An Inflammatory Gene-Expression Fingerprint in Monocytes of Autoimmune Thyroid Disease Patients

Abstract

Abstract Context: In monocytes of patients with autoimmune diabetes, we recently identified a gene expression fingerprint of two partly overlapping gene clusters, a PDE4B-associated cluster (consisting of 12 core proinflammatory cytokine/compound genes), a FABP5-associated cluster (three core genes), and a set of nine overlapping chemotaxis, adhesion, and cell assembly genes correlating to both PDE4B and FABP5. Objective: Our objective was to study whether a similar monocyte inflammatory fingerprint as found in autoimmune diabetes is present in autoimmune thyroid disease (AITD). Design and Patients: Quantitative PCR was used for analysis of 28 genes in monocytes of 67 AITD patients and 70 healthy controls. The tested 28 genes were the 24 genes previously found abnormally expressed in monocytes of autoimmune diabetes patients plus four extra genes found in whole-genome analysis of monocytes of AITD patients reported here.

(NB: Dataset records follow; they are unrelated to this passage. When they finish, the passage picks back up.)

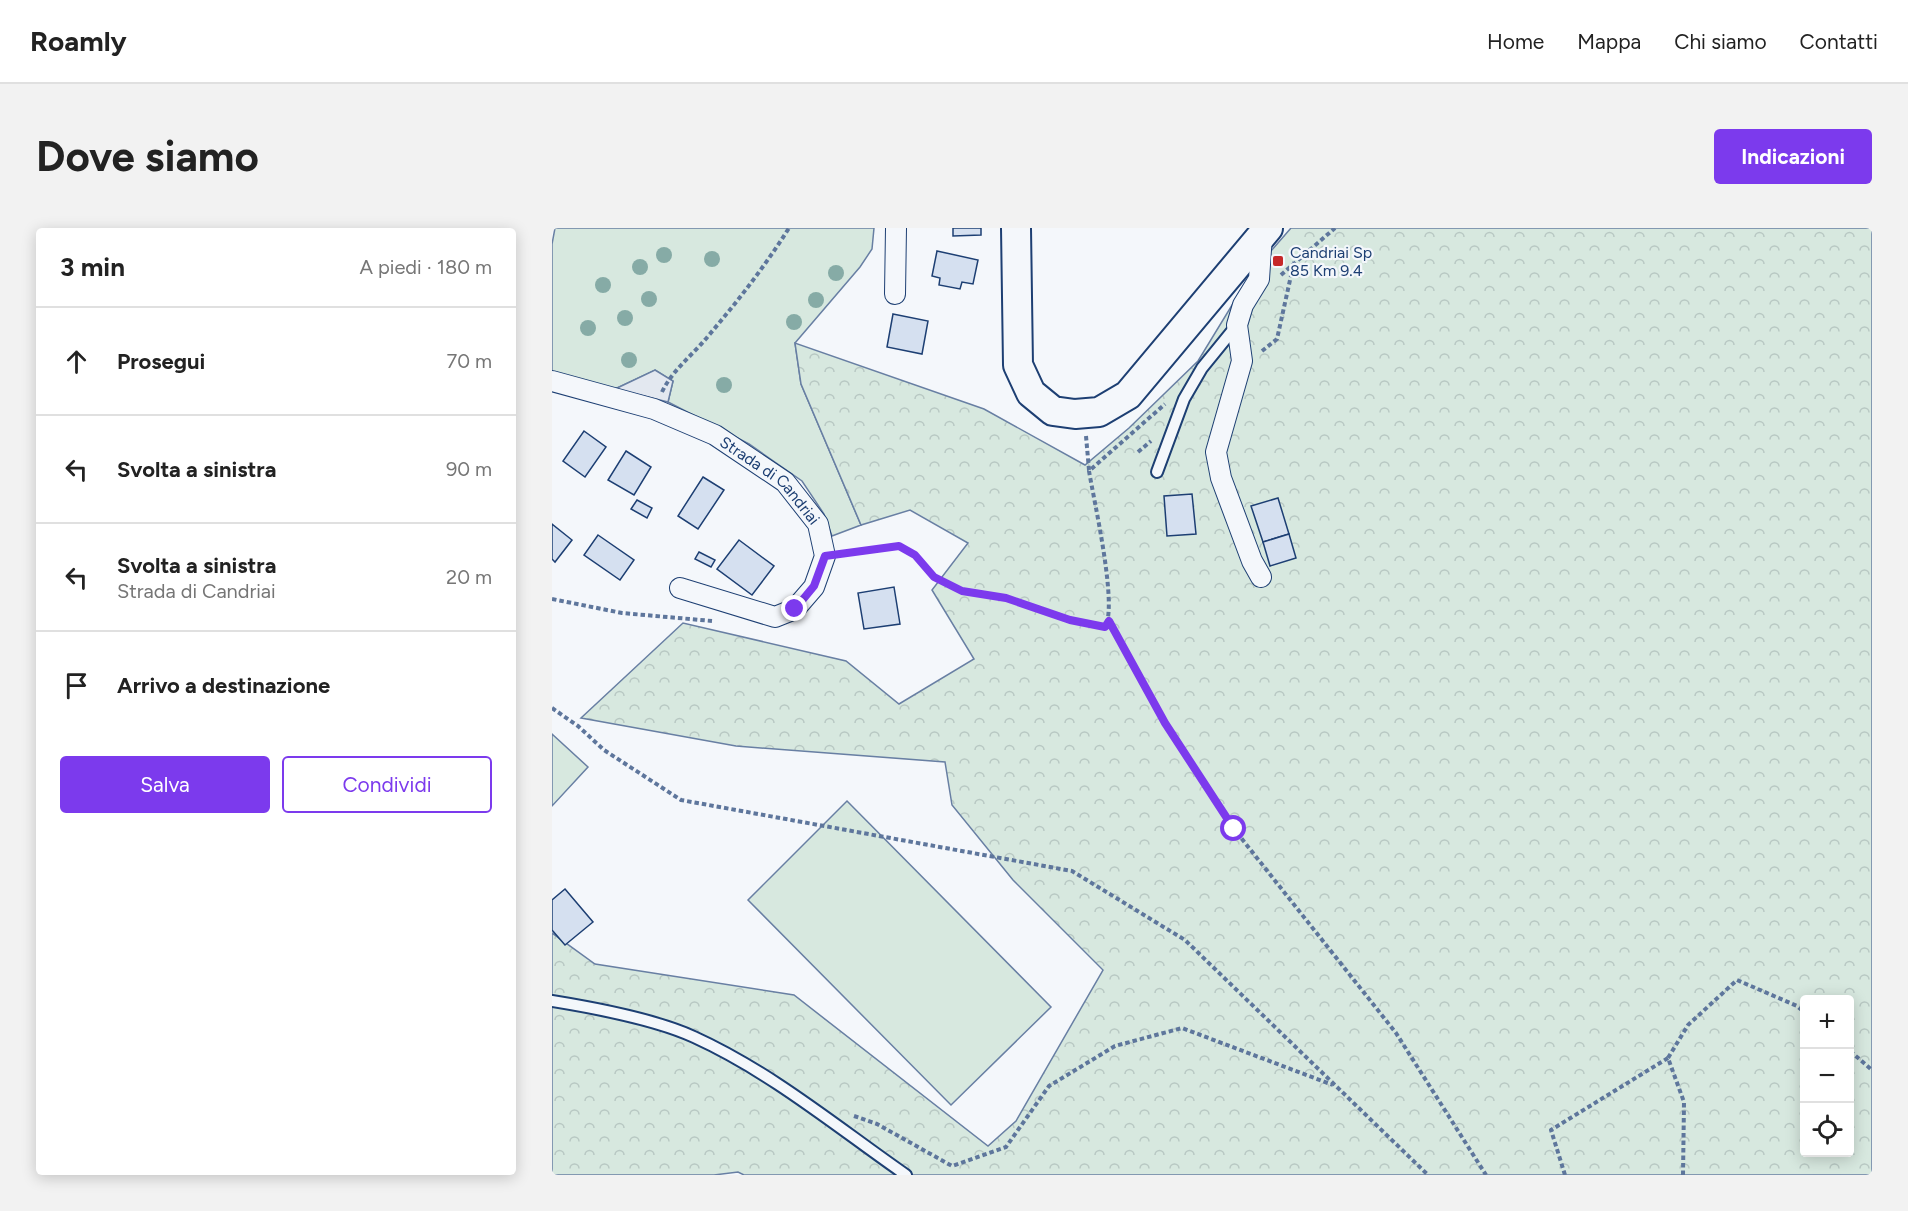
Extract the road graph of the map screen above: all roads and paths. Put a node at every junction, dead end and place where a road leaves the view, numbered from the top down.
1 (789, 228) edge
2 (896, 228) edge
3 (1016, 228) edge
4 (1335, 228) edge
5 (1265, 231) edge
6 (1278, 277) dead end
7 (895, 294) dead end
8 (1237, 325) junction
9 (670, 375) dead end
10 (552, 381) edge
11 (1173, 397) dead end
12 (1085, 413) junction
13 (1089, 471) junction
14 (1157, 472) dead end
15 (825, 556) junction
16 (1261, 577) dead end
17 (680, 588) dead end
18 (552, 599) edge
19 (713, 621) dead end
20 (1109, 621) junction
21 (552, 708) edge
22 (552, 1000) edge
23 (1800, 1009) edge
24 (1854, 1054) edge
25 (1668, 1058) junction
26 (1872, 1070) edge
27 (1336, 1087) junction
28 (845, 1113) dead end
29 (906, 1175) edge
30 (1428, 1175) edge
31 (1486, 1175) edge
32 (1565, 1175) edge
33 (1683, 1175) edge

1 - 9 path
2 - 7 street
3 - 12 main road
4 - 6 path
5 - 8 street
5 - 12 main road
8 - 14 lane
8 - 16 street
10 - 15 street, Strada di Candriai
11 - 13 path
12 - 13 path
13 - 20 path
15 - 17 street
15 - 20 path
18 - 19 path
20 - 31 path
21 - 27 path
22 - 29 lane
23 - 25 path
24 - 26 path
25 - 32 path
25 - 33 path
27 - 28 path
27 - 30 path

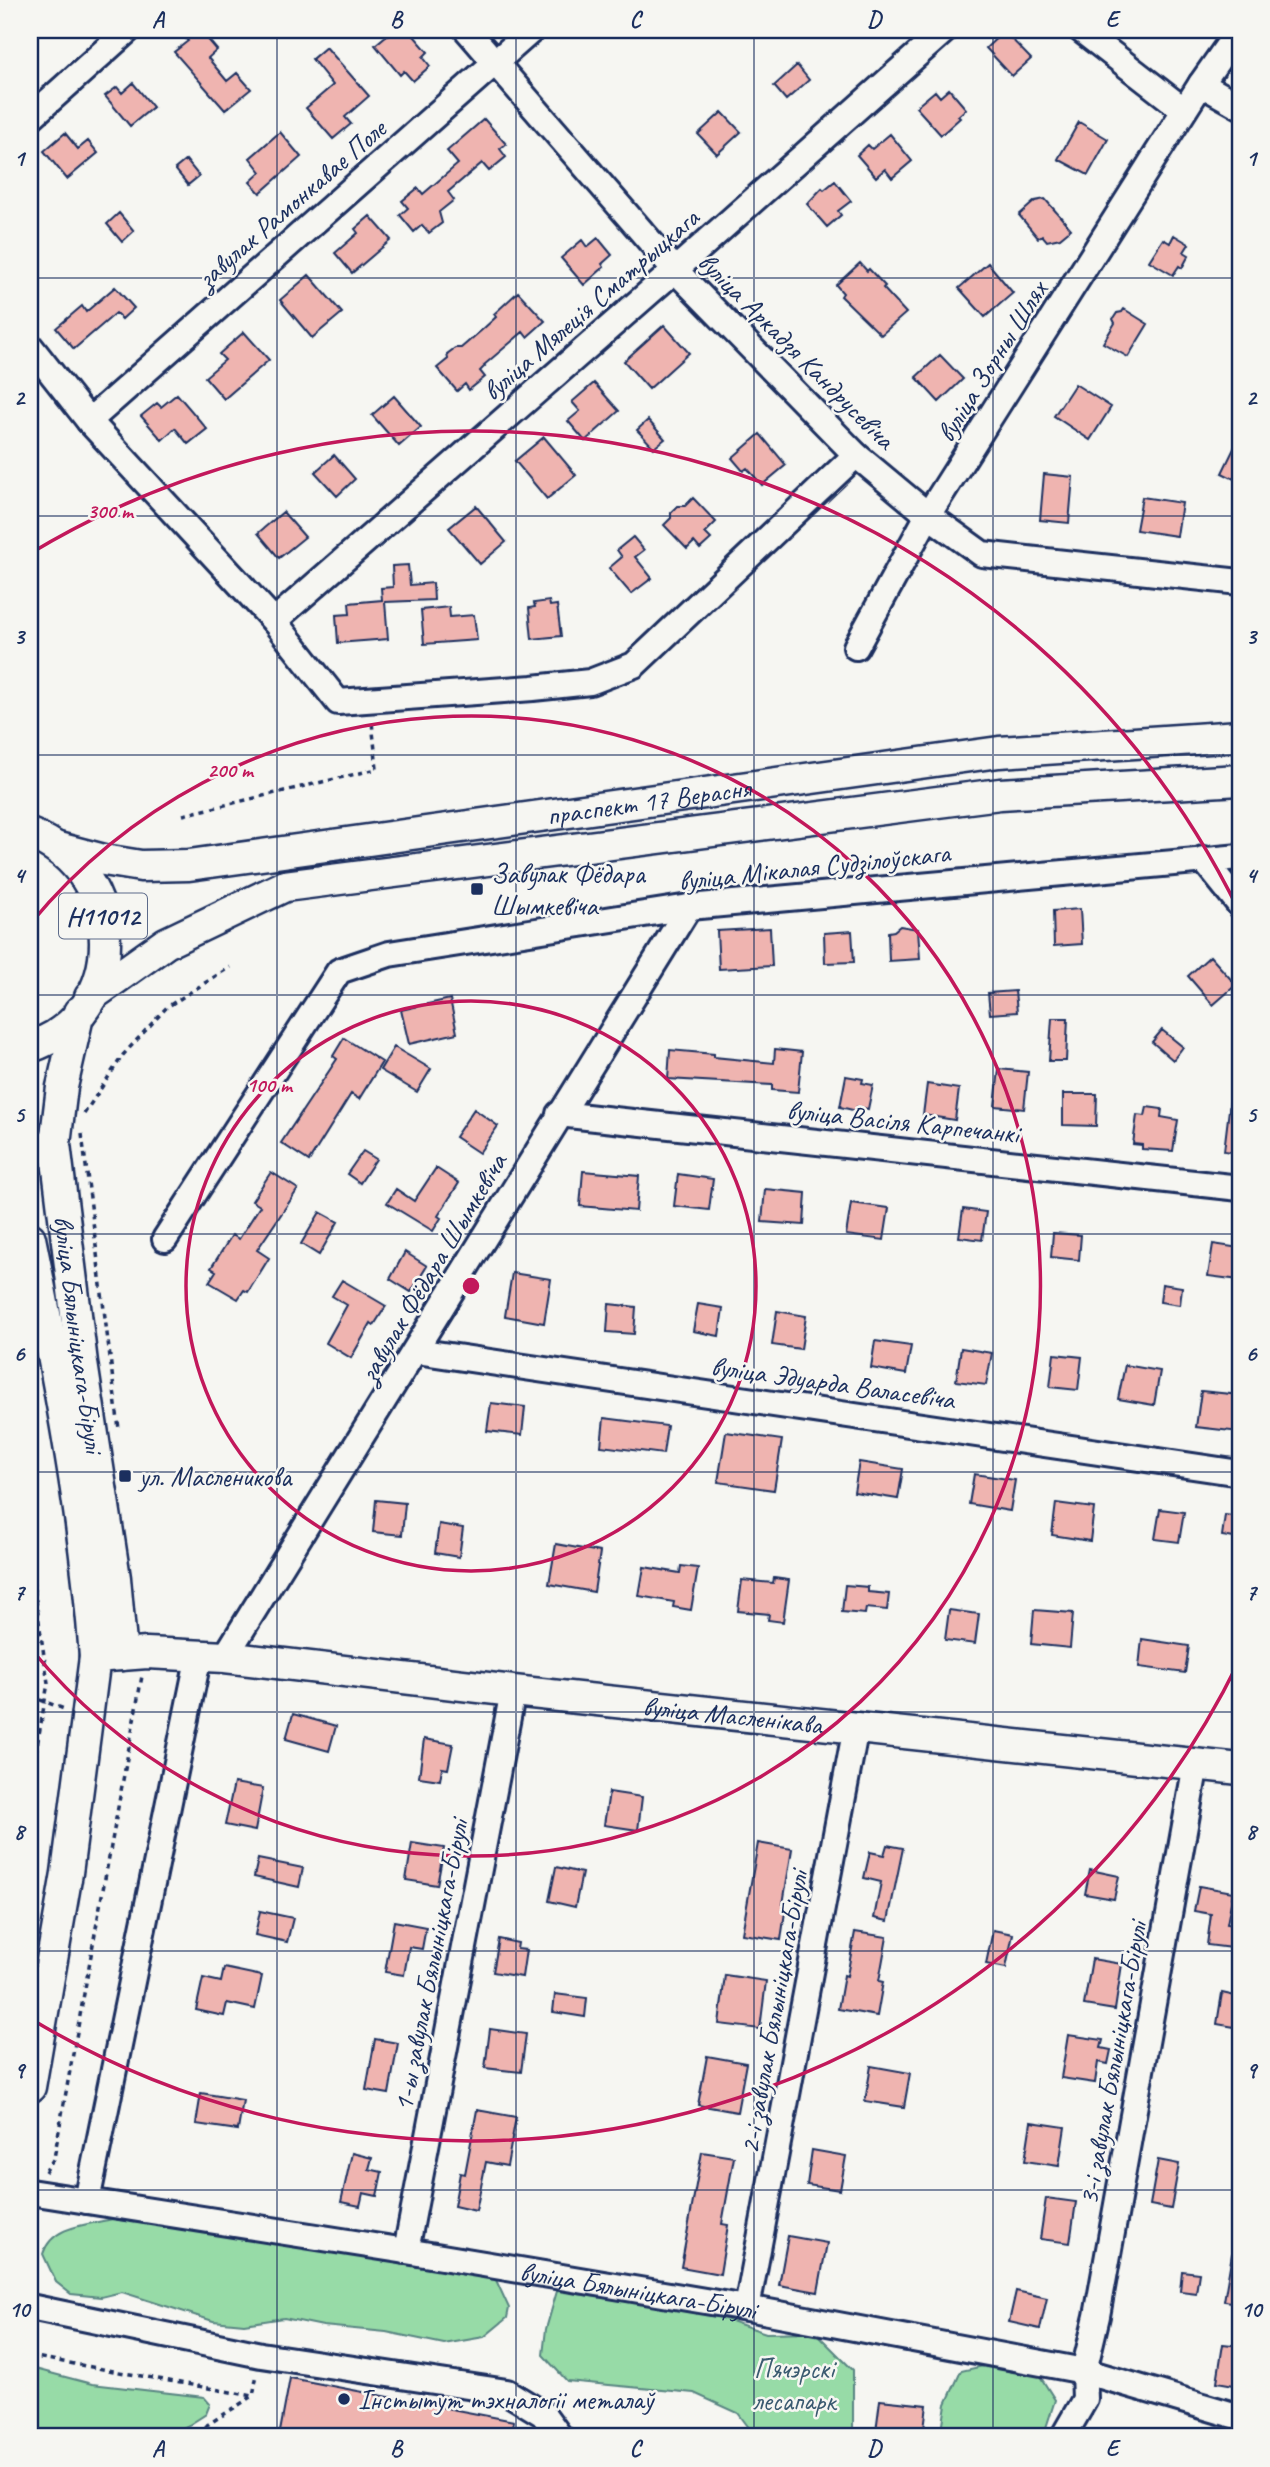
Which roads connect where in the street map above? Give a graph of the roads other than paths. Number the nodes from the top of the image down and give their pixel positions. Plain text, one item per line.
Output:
1 (128, 30) edge
2 (467, 30) edge
3 (531, 30) edge
4 (944, 30) edge
5 (1081, 30) edge
6 (1239, 30) edge
7 (495, 62) junction
8 (1201, 83) junction
9 (1240, 106) edge
10 (1184, 110) junction
11 (30, 118) edge
12 (675, 270) junction
13 (30, 346) edge
14 (89, 421) junction
15 (856, 455) junction
16 (928, 515) junction
17 (1240, 582) edge
18 (274, 621) junction
19 (856, 648) dead end
20 (1240, 736) edge
21 (1240, 780) edge
22 (40, 835) edge
23 (1240, 858) edge
24 (1203, 859) junction
25 (1240, 905) edge
26 (689, 907) junction
27 (85, 1005) junction
28 (30, 1046) edge
29 (559, 1114) junction
30 (1240, 1188) edge
31 (30, 1238) edge
32 (165, 1238) dead end
33 (416, 1351) junction
34 (1240, 1473) edge
35 (108, 1656) junction
36 (212, 1656) junction
37 (513, 1691) junction
38 (856, 1727) junction
39 (1196, 1764) junction
40 (1240, 1769) edge
41 (30, 2087) edge
42 (30, 2192) edge
43 (87, 2201) junction
44 (406, 2251) junction
45 (30, 2307) edge
46 (747, 2308) junction
47 (1084, 2371) junction
48 (1240, 2417) edge
49 (560, 2437) edge
50 (1063, 2437) edge

1 - 11 street
2 - 7 street, вуліца Аркадзя Кандрусевіча
3 - 7 street, завулак Рамонкавае Поле
4 - 12 street, вуліца Мялеція Сматрыцкага
5 - 10 street
6 - 8 street, вуліца Зорны Шлях
7 - 12 street, вуліца Аркадзя Кандрусевіча
7 - 14 street, завулак Рамонкавае Поле
8 - 9 street
8 - 10 street, вуліца Зорны Шлях
10 - 16 street, вуліца Зорны Шлях
12 - 15 street, вуліца Аркадзя Кандрусевіча
12 - 18 street, вуліца Мялеція Сматрыцкага
13 - 14 street
14 - 18 street
15 - 16 street, вуліца Аркадзя Кандрусевіча
15 - 18 street
16 - 17 street
16 - 19 street, вуліца Зорны Шлях
20 - 22 main road, праспект 17 Верасня
21 - 27 main road, праспект 17 Верасня
22 - 27 main road, Н11012
23 - 24 street, вуліца Мікалая Судзілоўскага
24 - 25 street
24 - 26 street, вуліца Мікалая Судзілоўскага
26 - 29 street, завулак Фёдара Шымкевіча
26 - 32 street, вуліца Мікалая Судзілоўскага
27 - 28 main road, Н11012
27 - 35 main road, вуліца Бялыніцкага-Бірулі / Н11012
29 - 30 street, вуліца Васіля Карпечанкі
29 - 33 street, завулак Фёдара Шымкевіча
31 - 35 main road, вуліца Бялыніцкага-Бірулі / Н11012
33 - 34 street, вуліца Эдуарда Валасевіча
33 - 36 street, завулак Фёдара Шымкевіча
35 - 36 main road
35 - 41 main road, вуліца Бялыніцкага-Бірулі / Н11012
36 - 37 main road, вуліца Масленікава
36 - 43 street
37 - 38 main road, вуліца Масленікава
37 - 44 street, 1-ы завулак Бялыніцкага-Бірулі
38 - 39 main road, вуліца Масленікава
38 - 46 street, 2-і завулак Бялыніцкага-Бірулі
39 - 40 main road, вуліца Масленікава
39 - 47 street, 3-і завулак Бялыніцкага-Бірулі
42 - 43 street, вуліца Бялыніцкага-Бірулі
43 - 44 street, вуліца Бялыніцкага-Бірулі
44 - 46 street, вуліца Бялыніцкага-Бірулі
45 - 49 street
46 - 47 street, вуліца Бялыніцкага-Бірулі
47 - 48 street, вуліца Бялыніцкага-Бірулі
47 - 50 street, 3-і завулак Бялыніцкага-Бірулі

Results: Monocytes of 24% of AITD and 50% of latent autoimmune diabetes of adults (LADA) patients shared an inflammatory fingerprint consisting of the set of 24 genes of the PDE4B, FABP5, and overlapping gene sets. This study in addition revealed that FCAR, the gene for the Fcα receptor I, and PPBP, the gene for CXCL7, were part of this proinflammatory monocyte fingerprint. Conclusions: Our study provides an important tool to determine a shared, specific proinflammatory state of monocytes in AITD and LADA patients, enabling further research into the role of such proinflammatory cells in the failure to preserve tolerance in these conditions and of key fingerprint genes involved.